Saved entries

BEGIN

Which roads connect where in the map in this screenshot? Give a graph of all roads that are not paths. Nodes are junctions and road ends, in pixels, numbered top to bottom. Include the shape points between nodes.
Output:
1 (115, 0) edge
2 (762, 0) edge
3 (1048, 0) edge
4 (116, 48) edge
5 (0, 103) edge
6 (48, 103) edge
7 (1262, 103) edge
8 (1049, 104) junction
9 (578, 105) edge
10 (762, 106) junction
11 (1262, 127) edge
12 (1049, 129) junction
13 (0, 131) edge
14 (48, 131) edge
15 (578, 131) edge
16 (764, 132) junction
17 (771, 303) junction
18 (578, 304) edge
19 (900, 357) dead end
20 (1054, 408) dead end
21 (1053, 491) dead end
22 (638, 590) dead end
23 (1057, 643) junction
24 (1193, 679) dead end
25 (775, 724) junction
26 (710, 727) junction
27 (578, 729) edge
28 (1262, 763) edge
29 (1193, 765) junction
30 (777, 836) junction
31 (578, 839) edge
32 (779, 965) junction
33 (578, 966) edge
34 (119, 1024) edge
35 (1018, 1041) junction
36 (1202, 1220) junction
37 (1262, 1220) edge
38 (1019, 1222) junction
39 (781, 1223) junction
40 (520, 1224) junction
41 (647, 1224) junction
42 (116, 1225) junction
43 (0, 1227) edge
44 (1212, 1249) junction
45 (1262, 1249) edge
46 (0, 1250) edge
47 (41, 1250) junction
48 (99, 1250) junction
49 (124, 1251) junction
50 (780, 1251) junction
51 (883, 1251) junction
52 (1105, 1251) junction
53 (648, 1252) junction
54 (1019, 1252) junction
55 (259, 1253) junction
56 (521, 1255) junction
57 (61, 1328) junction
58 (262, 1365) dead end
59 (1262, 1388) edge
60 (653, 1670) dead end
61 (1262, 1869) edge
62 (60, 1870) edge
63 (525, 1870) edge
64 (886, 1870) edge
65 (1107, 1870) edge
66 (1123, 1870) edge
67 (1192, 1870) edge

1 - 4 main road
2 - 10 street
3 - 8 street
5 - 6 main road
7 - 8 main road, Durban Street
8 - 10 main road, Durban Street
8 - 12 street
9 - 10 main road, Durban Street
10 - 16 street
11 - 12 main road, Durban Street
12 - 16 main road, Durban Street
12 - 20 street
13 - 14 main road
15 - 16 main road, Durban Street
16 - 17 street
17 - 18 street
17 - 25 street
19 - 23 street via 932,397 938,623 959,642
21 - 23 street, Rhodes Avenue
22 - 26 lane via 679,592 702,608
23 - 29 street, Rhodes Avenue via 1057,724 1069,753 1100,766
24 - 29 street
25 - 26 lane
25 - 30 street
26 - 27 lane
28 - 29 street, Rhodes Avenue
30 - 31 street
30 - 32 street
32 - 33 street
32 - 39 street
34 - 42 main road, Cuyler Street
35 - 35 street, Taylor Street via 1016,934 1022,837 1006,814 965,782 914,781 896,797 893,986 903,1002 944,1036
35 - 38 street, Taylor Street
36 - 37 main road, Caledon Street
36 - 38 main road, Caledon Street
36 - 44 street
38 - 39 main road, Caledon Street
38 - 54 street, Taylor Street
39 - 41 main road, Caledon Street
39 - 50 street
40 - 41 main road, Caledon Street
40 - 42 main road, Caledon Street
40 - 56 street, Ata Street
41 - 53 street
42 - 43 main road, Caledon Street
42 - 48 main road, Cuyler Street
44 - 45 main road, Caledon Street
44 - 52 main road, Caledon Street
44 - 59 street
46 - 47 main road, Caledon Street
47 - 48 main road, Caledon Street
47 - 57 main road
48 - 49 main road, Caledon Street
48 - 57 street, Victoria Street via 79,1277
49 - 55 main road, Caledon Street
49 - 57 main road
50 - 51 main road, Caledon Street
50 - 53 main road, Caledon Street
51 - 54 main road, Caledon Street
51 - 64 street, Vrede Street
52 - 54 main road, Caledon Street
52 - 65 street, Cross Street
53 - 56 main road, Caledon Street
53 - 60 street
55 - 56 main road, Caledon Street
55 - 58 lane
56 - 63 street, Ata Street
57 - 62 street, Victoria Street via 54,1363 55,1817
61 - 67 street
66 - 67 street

END

ABOUT THIS EXERCISE
Each entry above has to be transcribed exactly as it appears.

COMPLETED EXERCISE
Which roads connect where in the map in this screenshot? Give a graph of all roads that are not paths. Nodes are junctions and road ends, in pixels, numbered top to bottom. Include the shape points between nodes.
Output:
1 (115, 0) edge
2 (762, 0) edge
3 (1048, 0) edge
4 (116, 48) edge
5 (0, 103) edge
6 (48, 103) edge
7 (1262, 103) edge
8 (1049, 104) junction
9 (578, 105) edge
10 (762, 106) junction
11 (1262, 127) edge
12 (1049, 129) junction
13 (0, 131) edge
14 (48, 131) edge
15 (578, 131) edge
16 (764, 132) junction
17 (771, 303) junction
18 (578, 304) edge
19 (900, 357) dead end
20 (1054, 408) dead end
21 (1053, 491) dead end
22 (638, 590) dead end
23 (1057, 643) junction
24 (1193, 679) dead end
25 (775, 724) junction
26 (710, 727) junction
27 (578, 729) edge
28 (1262, 763) edge
29 (1193, 765) junction
30 (777, 836) junction
31 (578, 839) edge
32 (779, 965) junction
33 (578, 966) edge
34 (119, 1024) edge
35 (1018, 1041) junction
36 (1202, 1220) junction
37 (1262, 1220) edge
38 (1019, 1222) junction
39 (781, 1223) junction
40 (520, 1224) junction
41 (647, 1224) junction
42 (116, 1225) junction
43 (0, 1227) edge
44 (1212, 1249) junction
45 (1262, 1249) edge
46 (0, 1250) edge
47 (41, 1250) junction
48 (99, 1250) junction
49 (124, 1251) junction
50 (780, 1251) junction
51 (883, 1251) junction
52 (1105, 1251) junction
53 (648, 1252) junction
54 (1019, 1252) junction
55 (259, 1253) junction
56 (521, 1255) junction
57 (61, 1328) junction
58 (262, 1365) dead end
59 (1262, 1388) edge
60 (653, 1670) dead end
61 (1262, 1869) edge
62 (60, 1870) edge
63 (525, 1870) edge
64 (886, 1870) edge
65 (1107, 1870) edge
66 (1123, 1870) edge
67 (1192, 1870) edge

1 - 4 main road
2 - 10 street
3 - 8 street
5 - 6 main road
7 - 8 main road, Durban Street
8 - 10 main road, Durban Street
8 - 12 street
9 - 10 main road, Durban Street
10 - 16 street
11 - 12 main road, Durban Street
12 - 16 main road, Durban Street
12 - 20 street
13 - 14 main road
15 - 16 main road, Durban Street
16 - 17 street
17 - 18 street
17 - 25 street
19 - 23 street via 932,397 938,623 959,642
21 - 23 street, Rhodes Avenue
22 - 26 lane via 679,592 702,608
23 - 29 street, Rhodes Avenue via 1057,724 1069,753 1100,766
24 - 29 street
25 - 26 lane
25 - 30 street
26 - 27 lane
28 - 29 street, Rhodes Avenue
30 - 31 street
30 - 32 street
32 - 33 street
32 - 39 street
34 - 42 main road, Cuyler Street
35 - 35 street, Taylor Street via 1016,934 1022,837 1006,814 965,782 914,781 896,797 893,986 903,1002 944,1036
35 - 38 street, Taylor Street
36 - 37 main road, Caledon Street
36 - 38 main road, Caledon Street
36 - 44 street
38 - 39 main road, Caledon Street
38 - 54 street, Taylor Street
39 - 41 main road, Caledon Street
39 - 50 street
40 - 41 main road, Caledon Street
40 - 42 main road, Caledon Street
40 - 56 street, Ata Street
41 - 53 street
42 - 43 main road, Caledon Street
42 - 48 main road, Cuyler Street
44 - 45 main road, Caledon Street
44 - 52 main road, Caledon Street
44 - 59 street
46 - 47 main road, Caledon Street
47 - 48 main road, Caledon Street
47 - 57 main road
48 - 49 main road, Caledon Street
48 - 57 street, Victoria Street via 79,1277
49 - 55 main road, Caledon Street
49 - 57 main road
50 - 51 main road, Caledon Street
50 - 53 main road, Caledon Street
51 - 54 main road, Caledon Street
51 - 64 street, Vrede Street
52 - 54 main road, Caledon Street
52 - 65 street, Cross Street
53 - 56 main road, Caledon Street
53 - 60 street
55 - 56 main road, Caledon Street
55 - 58 lane
56 - 63 street, Ata Street
57 - 62 street, Victoria Street via 54,1363 55,1817
61 - 67 street
66 - 67 street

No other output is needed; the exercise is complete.